/ 5 October 2008

Wiped out in SA

A Somali mother and her three children were killed in their shop in Tambo village near Queenstown last week. This was barely a month after they decided to leave a Cape Town refugee camp and reintegrate themselves into the community.

On the advice of government mediators Saida Mohamed and her children, aged 13, 10 and eight, left the Youngsfield refugee camp for what they hoped would be safer residence in the Eastern Cape. Mohamed’s remaining family members, still in the Blue Waters refugee camp outside Muizenberg, now expect to be deported to Somalia, a country in the grip of civil war.

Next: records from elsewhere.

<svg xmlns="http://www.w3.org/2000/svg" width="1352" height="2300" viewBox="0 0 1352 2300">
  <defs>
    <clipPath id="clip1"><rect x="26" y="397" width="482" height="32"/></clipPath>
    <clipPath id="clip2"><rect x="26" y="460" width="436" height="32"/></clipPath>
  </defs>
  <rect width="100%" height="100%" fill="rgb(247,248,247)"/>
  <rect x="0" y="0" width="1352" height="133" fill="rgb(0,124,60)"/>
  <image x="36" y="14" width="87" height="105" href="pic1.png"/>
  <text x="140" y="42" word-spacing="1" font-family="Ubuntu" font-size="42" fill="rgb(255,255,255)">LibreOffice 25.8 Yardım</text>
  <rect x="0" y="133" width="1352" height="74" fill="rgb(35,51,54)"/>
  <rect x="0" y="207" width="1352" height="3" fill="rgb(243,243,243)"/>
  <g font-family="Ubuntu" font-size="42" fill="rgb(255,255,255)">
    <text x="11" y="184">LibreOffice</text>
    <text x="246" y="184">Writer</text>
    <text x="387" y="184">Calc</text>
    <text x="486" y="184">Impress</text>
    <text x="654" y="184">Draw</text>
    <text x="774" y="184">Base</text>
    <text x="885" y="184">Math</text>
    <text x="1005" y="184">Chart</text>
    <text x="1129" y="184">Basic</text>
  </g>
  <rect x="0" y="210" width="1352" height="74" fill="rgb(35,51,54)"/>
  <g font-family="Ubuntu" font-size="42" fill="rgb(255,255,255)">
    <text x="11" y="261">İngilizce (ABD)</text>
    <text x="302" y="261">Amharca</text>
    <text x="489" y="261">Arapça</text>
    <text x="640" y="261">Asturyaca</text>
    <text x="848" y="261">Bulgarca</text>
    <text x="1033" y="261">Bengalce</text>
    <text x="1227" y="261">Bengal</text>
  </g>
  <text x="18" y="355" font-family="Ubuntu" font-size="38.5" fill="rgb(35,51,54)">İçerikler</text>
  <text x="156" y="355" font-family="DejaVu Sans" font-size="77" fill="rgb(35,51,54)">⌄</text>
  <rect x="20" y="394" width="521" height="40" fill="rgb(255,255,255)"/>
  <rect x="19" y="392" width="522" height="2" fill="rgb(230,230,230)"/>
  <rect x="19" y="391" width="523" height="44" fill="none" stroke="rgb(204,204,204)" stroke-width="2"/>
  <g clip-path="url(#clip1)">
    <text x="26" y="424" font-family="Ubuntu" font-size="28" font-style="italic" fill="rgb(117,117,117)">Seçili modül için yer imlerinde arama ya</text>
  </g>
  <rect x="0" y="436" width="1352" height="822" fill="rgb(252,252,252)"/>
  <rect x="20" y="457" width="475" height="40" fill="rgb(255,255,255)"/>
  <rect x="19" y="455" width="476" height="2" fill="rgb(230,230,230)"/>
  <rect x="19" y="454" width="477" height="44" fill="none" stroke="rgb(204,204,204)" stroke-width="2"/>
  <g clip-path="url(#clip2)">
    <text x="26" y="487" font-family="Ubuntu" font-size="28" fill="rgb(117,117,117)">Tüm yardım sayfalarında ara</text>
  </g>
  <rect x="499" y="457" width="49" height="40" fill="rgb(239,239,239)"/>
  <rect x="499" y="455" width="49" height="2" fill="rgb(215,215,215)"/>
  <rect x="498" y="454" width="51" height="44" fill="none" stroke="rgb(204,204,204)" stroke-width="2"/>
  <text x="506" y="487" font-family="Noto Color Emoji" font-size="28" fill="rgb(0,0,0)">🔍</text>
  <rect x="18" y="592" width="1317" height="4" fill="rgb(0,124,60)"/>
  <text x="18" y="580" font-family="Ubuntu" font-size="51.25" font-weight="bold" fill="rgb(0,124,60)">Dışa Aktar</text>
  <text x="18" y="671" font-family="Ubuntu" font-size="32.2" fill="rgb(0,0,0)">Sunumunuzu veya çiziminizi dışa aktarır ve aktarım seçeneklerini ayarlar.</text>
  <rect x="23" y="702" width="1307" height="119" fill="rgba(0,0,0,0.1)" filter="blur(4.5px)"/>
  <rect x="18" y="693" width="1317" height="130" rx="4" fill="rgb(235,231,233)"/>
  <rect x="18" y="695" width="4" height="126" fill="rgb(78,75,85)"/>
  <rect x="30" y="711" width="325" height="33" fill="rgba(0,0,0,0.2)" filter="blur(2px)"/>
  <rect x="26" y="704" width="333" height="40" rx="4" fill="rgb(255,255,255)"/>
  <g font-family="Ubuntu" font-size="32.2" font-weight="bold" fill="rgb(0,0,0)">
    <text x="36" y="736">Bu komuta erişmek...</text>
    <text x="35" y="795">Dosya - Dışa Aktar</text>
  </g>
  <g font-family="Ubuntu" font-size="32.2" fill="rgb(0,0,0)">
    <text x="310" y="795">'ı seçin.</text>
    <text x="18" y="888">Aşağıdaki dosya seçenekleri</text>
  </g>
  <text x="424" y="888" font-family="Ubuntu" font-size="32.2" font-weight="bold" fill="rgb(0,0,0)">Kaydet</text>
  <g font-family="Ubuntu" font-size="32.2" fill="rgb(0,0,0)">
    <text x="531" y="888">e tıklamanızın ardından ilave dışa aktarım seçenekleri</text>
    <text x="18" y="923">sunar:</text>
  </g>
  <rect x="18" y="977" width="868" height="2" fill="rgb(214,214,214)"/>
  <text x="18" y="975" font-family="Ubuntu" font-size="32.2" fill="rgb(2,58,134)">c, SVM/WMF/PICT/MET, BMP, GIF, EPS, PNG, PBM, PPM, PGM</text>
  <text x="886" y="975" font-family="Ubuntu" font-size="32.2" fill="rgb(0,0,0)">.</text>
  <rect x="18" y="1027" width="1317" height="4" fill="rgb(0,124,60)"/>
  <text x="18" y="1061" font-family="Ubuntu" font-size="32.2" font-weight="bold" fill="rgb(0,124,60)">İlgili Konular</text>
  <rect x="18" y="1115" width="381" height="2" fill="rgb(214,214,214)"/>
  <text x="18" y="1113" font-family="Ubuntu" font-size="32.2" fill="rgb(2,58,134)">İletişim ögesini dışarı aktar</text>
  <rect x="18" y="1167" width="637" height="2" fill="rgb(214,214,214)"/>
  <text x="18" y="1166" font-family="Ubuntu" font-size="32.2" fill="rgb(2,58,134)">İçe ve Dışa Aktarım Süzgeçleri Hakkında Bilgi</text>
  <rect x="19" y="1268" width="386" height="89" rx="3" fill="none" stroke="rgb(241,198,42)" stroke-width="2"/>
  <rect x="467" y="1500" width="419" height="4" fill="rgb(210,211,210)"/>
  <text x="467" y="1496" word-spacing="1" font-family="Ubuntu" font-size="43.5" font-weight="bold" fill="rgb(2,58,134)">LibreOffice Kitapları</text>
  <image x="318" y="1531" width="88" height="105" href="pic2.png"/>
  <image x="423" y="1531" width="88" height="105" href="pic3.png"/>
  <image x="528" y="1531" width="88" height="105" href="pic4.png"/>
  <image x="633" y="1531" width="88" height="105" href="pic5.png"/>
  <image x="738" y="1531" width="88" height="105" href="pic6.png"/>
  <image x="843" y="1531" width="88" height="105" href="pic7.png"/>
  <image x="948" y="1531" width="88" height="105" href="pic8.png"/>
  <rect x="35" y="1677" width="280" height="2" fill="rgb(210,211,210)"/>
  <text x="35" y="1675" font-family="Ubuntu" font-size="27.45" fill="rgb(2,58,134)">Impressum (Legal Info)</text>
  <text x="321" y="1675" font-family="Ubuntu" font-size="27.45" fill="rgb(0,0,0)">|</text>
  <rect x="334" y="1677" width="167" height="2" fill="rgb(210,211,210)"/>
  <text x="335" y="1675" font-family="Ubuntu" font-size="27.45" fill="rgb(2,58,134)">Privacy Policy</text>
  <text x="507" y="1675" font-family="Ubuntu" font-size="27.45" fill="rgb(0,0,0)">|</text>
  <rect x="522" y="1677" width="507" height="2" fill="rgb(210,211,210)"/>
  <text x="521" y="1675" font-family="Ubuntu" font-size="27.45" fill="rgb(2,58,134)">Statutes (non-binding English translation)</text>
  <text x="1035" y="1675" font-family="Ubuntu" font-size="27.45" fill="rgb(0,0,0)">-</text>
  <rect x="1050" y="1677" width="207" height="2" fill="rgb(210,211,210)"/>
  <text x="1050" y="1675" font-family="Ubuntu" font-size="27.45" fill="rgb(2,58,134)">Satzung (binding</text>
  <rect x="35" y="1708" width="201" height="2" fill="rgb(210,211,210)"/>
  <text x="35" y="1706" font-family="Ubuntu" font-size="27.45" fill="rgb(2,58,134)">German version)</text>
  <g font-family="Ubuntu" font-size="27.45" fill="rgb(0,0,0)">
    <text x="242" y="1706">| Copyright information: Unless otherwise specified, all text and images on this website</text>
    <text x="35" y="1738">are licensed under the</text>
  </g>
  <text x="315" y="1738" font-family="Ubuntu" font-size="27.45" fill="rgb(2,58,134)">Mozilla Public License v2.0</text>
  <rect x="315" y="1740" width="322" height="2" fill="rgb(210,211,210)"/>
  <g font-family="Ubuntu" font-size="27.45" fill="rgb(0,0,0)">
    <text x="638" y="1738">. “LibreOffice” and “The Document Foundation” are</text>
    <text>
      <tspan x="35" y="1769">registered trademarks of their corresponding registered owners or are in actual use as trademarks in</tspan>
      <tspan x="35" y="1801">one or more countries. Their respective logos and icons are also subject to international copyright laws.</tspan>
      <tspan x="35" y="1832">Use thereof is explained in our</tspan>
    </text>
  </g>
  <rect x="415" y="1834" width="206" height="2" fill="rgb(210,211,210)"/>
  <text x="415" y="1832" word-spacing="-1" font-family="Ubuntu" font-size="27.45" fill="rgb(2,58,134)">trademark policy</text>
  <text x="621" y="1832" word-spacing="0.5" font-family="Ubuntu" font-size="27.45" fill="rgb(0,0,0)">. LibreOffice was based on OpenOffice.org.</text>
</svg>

The United Nations High Commission for Refugees (UNHCR) visited the Somali community in Queenstown on Wednesday this week to compile a report on the incident.

Mohamed and her children, who had been in South Africa for almost three years, had a spaza shop in Khayelitsha Site C, which was looted and destroyed on May 23. Neighbours told her to leave the township. Told by government mediators that it was safe to leave, she decided that the Eastern Cape would be safer than Khayelitsha.

She opened her shop in Tambo village three weeks ago. Last Thursday evening a group of men entered the shop, locked the door and killed the family. Saida was stabbed 113 times and she and her 10-year-old daughter, Asha, were allegedly repeatedly raped.

A witness who found the bodies the next morning said all four family members had been stripped and mutilated. After they were killed the bodies were piled on top of one another.

The first members of the Mohamed family came to South Africa shortly after their family home was bombed in 1992. Mohamed’s sister, Qarmar Musse, and her last remaining child, Zamzam Ibrahim, have been living in a tent for the past four months, first in Soetwater camp near Cape Point and now in Blue Waters. Both Ibrahim and her mother have been severely brutalised during the eight years they have been here as asylum seekers.

”Three men came into my shop and asked me for money. I gave them everything I had. They then told me to go into my room that was behind the shop. They said: ‘When we’re done with you, kwerekwere, you won’t stay in this country anymore — you will run back to your own country.’ Then they took turns to rape me,” Ibrahim said.

She said: ”We don’t blame your government. I just want to lie down and never wake up because my heart is so sore. I want to die, I truly do.”

Ibrahim’s mother’s, Qarmar Musse’s, face was battered against a security gate by people who robbed her shop and attacked her in Nelspruit a year ago. The sight in one of her eyes has been impaired. ”We have lost six of the original 11 members of our family in South Africa,” she said.

”I’m happy home affairs has rejected our application for refugee status. People are shooting one another in the streets in Somalia, but that’s better.”

Ibrahim’s husband was shot and killed in 2005 in Khayelitsha when his shop was robbed. Nobody was arrested for the killing.

Her younger brother, Mugtar Ibrahim, owned a shop in Johannesburg’s Alexandra township and has been missing since the xenophobic attacks occurred in Gauteng.

Said Ibrahim: ”Do you know why us refugees are killed here? It’s because South Africans want everything easy. You’re jealous people who don’t want to work hard. You want everything for nothing. We are very hard-working people.”

The UNHCR has offered refugees R500 per family to leave the Western Cape camps and the government is insisting that all refugee camps will be closed by mid-October.

In the past two months nine Somali shopkeepers have been killed in Queenstown and East London alone.
Acting provincial police commissioner Nomalady Dlani told the Daily Dispatch that the motive for the killings is robbery, not xenophobia.

Meanwhile, Percy Zvomuya reports that the Gauteng government permanently closed the province’s refugee camps this week, setting in motion an exodus of trucks piled with chairs, beds, blankets and other household items.

An ageing Mozambican-born man, a resident in South Africa since 1965, is now partially blind after he was injured in the xenophobic attacks in May. His South African wife, who lost a foot, says now she has to lead her husband around — even to the toilet. ”I don’t have anywhere to go,” she said. ”My house in Holomisa, on the East Rand, was burnt and all my furniture was stolen.”

Gauteng government spokesperson Simon Zwane said the authorities had ”no indication that the people don’t want to go back”.

Camp inmates accepted a R500 stipend to help them with relocation. ”If you take the money, you are basically saying you want to leave,” Zwane said.